[Stored data entries]
********

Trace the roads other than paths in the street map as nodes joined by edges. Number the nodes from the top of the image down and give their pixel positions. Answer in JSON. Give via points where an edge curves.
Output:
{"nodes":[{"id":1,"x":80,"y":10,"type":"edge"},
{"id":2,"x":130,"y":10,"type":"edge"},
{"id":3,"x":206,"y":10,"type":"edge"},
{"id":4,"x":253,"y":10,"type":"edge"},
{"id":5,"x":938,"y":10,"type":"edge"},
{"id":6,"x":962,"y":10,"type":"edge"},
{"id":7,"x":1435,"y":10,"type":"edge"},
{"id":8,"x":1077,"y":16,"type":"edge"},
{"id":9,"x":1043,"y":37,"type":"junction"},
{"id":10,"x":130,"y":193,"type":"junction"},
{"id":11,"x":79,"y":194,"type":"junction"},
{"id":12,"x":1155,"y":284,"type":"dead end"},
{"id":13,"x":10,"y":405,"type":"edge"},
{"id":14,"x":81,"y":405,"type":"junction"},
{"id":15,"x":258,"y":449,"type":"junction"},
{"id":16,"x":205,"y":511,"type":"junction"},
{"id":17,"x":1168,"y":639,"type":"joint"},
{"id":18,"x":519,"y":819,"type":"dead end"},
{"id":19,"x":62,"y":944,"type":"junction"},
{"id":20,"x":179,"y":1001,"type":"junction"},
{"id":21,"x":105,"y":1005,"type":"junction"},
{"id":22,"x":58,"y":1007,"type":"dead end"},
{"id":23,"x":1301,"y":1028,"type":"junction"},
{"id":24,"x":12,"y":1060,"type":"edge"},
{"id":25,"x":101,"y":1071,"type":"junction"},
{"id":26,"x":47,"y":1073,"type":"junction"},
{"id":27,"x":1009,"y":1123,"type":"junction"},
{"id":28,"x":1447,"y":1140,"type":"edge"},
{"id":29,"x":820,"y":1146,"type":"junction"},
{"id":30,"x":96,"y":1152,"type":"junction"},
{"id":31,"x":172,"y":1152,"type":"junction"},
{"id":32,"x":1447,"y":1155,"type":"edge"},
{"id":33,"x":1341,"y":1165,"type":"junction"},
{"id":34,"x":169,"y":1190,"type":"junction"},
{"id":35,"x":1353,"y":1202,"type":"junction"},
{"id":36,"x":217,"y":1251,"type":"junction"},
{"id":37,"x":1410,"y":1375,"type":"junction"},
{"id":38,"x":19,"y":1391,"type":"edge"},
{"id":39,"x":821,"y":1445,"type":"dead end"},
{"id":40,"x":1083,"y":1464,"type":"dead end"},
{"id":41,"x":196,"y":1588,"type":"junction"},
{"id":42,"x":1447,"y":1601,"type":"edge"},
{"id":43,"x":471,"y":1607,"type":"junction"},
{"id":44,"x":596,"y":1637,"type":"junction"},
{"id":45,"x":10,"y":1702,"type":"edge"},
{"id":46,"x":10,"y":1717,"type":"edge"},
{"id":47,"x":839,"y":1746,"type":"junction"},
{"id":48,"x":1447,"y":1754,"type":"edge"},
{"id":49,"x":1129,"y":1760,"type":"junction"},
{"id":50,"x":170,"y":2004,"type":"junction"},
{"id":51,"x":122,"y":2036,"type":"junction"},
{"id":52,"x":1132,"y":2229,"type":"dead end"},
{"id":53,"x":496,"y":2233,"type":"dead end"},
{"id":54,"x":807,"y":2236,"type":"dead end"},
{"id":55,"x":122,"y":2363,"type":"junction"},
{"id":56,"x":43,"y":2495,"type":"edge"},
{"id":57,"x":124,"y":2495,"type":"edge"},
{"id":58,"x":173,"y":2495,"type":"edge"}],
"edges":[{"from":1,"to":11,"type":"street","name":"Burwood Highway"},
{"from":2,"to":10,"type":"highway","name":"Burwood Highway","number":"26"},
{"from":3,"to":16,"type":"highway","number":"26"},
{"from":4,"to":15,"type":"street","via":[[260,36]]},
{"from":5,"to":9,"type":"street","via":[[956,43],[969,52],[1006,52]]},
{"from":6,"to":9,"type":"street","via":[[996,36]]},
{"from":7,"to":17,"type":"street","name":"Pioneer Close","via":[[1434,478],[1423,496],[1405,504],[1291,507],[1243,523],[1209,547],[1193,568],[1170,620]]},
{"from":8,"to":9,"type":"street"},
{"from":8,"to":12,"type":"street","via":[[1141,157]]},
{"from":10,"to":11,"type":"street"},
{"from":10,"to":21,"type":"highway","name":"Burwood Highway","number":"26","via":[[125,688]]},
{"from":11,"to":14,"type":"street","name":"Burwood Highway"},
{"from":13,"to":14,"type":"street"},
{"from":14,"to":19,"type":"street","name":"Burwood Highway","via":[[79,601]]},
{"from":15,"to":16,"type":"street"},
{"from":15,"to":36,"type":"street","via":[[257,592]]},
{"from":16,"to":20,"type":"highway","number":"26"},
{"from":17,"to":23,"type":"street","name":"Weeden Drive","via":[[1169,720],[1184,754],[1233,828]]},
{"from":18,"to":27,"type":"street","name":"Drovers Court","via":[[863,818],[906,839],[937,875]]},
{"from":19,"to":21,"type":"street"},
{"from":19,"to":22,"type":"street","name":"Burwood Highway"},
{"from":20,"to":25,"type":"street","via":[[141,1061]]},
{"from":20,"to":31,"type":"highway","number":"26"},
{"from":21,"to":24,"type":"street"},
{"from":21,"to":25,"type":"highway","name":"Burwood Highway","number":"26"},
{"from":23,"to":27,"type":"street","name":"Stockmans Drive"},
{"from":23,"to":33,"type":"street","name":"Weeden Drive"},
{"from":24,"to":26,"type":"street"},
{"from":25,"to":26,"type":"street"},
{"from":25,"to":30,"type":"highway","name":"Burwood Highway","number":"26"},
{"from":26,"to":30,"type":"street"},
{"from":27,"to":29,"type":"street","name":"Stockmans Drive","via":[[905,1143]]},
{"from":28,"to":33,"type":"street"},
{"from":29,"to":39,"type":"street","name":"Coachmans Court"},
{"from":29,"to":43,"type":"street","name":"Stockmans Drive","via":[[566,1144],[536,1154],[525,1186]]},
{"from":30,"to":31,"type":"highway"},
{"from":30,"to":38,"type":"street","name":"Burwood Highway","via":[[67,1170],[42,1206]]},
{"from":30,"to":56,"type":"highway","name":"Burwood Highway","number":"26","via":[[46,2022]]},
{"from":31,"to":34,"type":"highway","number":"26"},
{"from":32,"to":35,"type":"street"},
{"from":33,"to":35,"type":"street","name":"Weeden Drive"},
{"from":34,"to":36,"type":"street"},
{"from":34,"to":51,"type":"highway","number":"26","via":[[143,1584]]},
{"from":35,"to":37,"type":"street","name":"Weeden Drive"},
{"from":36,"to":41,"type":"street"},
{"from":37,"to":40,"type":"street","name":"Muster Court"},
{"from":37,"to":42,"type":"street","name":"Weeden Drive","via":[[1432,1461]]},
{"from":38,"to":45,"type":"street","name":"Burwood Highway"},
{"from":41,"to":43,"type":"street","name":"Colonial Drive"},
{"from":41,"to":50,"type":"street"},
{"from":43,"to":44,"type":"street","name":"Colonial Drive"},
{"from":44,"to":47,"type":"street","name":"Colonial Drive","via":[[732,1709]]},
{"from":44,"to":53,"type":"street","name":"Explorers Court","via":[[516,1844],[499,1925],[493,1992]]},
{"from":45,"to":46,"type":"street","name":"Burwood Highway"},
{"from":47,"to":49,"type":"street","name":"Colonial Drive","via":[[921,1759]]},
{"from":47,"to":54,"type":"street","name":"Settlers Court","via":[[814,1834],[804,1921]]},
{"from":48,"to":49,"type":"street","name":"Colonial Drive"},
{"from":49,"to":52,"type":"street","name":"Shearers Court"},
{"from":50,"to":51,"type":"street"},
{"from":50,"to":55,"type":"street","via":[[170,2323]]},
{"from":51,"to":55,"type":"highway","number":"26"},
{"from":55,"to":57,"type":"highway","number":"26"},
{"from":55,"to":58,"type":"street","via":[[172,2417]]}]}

********

▸ Aim of the exercise
In the records above, locate each line with the word "Stockmans". Copy all such lines.

▸ Answer box
{"from":23,"to":27,"type":"street","name":"Stockmans Drive"},
{"from":27,"to":29,"type":"street","name":"Stockmans Drive","via":[[905,1143]]},
{"from":29,"to":43,"type":"street","name":"Stockmans Drive","via":[[566,1144],[536,1154],[525,1186]]},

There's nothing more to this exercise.